Now this is not to suggest that we should accept the proponents of other faiths or their teachings without question. A healthy scepticism and wariness is often necessary in all walks of life and what we should call Interfaith-relations is often no different. We all have our own particular agenda. Equally important however, is that we do not dismiss their views without due consideration. To quote a phase attributed to the prophet Mohammed; ‘Seek learning even as far as China.’
Within my nursing environment not only have I a general awareness of the faith needs of my patients but importantly, I am willing to accommodate their needs beyond the usual. I remember an incident some ten years ago, when a suicide survivor expressed a wish to have a Bible. For some unexplained reason, possibly due to refurbishment, the usual Gideon Bibles had been placed in store and were not available. So one day on the way home I called at a second hand bookshop and purchased one out of my own funds. On returning to work I presented the patient with his requested Holy Book.

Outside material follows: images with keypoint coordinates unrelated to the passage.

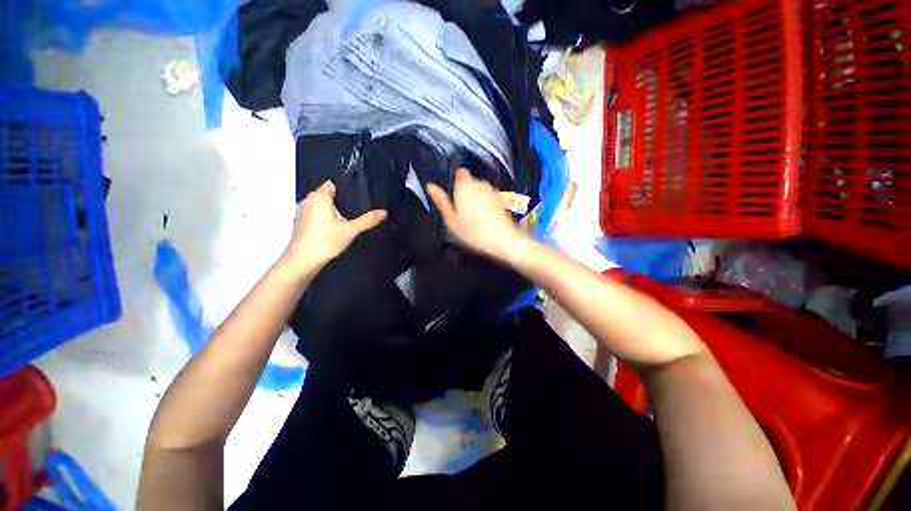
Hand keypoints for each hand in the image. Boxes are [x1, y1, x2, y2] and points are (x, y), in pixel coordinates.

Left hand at [283, 181, 386, 273]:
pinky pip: (314, 215)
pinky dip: (322, 219)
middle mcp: (308, 200)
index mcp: (319, 197)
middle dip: (339, 201)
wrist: (303, 259)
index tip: (355, 199)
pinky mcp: (299, 222)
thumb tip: (383, 212)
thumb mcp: (351, 230)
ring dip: (329, 211)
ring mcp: (301, 211)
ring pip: (319, 205)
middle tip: (353, 212)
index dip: (344, 190)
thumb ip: (367, 220)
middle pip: (326, 194)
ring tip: (344, 221)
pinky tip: (331, 230)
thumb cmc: (325, 241)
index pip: (332, 184)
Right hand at [426, 169, 527, 260]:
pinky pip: (490, 199)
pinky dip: (486, 205)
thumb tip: (430, 187)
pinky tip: (483, 219)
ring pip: (480, 190)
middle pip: (470, 182)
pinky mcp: (501, 200)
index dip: (455, 181)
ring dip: (476, 199)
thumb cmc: (473, 231)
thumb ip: (440, 200)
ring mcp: (492, 191)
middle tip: (460, 210)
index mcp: (464, 186)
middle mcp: (480, 184)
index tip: (452, 193)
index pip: (459, 172)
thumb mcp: (450, 219)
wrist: (501, 239)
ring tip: (472, 217)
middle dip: (465, 192)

My actions both impressed and puzzled my colleagues. They held this assumption that as a Pagan, I was closer to an aggressive atheism rather than Christianity and they could not quite comprehend my open acceptance of spirituality. The point lost on many of course, is that Christianity particularly of the ancient form, holds many esoteric or possibly Gnostic elements. These are Truths known to and found within many esoteric philosophies. Words and symbols that are Truth, cross the boundaries of immature sectarianism.
Christian symbols such as the Chi-Ro and the Sixways don’t just look similar but can be used as glyphs for meanings unknown in the secular world. The Pentagram, the foliate heads and many other symbols, all share a dual heritage often of great antiquity.
Even Christmas should not be ignored from the esoteric perspective, falling as it does a few days after the Winter Solstice the birth of Christ is a metaphor for the Oak King and his totem bird is the Wren. The same Wren that is killed on Saint Stephen’s Day in the ancient folk tradition of ‘Hunting the Wren’ and this is an allegory for the Christ Child’s coming sacrifice as a sacrificial king.
It is worth noting that here where I live in England, the longest and shortest days do not always fall on the precise date of the astronomical solstice when measured at the equator. Rather that due to our latitudinal position, the longest and shortest day may fall some days after the official solstice, nearer to Christmas in December or the Feast of Saint John in June.
This last festival the Feast of Saint John or rather the eve of the feast, is regarded as a traditional sabbat in some schools of Witchcraft. Comparisons are drawn between the decapitated saint and ocular heads, such as Bran in Welsh Mythology and Orpheus in the Greek. An area if truth be known, that I am not qualified to discuss further.
The feast day however, is a celebration of the birth of this saint as a metaphor for the Holly King, whose totem is the Robin. Therefore within a symbolic and allegorical presentation, John and the Christ, the Robin and the Wren, present us with an esoteric model representing the two halves of the year, growth and lustration balanced by consolidation and repose.
It is therefore possible for me to straddle worlds without conflict and I can do this, because I recognise the esoteric truths hidden within allegory and metaphor. Yet for others, they will see conflicting values placed in juxtaposition. Their lack of understanding is not my responsibility, their lack of awareness of the ‘Other’ is equally not my responsibility.
What these examples serve to illustrate however, is that those who stand outside the esoteric environment, will always look at those of us who stand within; as ‘Other’ and as different. Whether or not this will effect acceptance is a separate issue but ‘understanding’ is often beyond the mundane comprehension.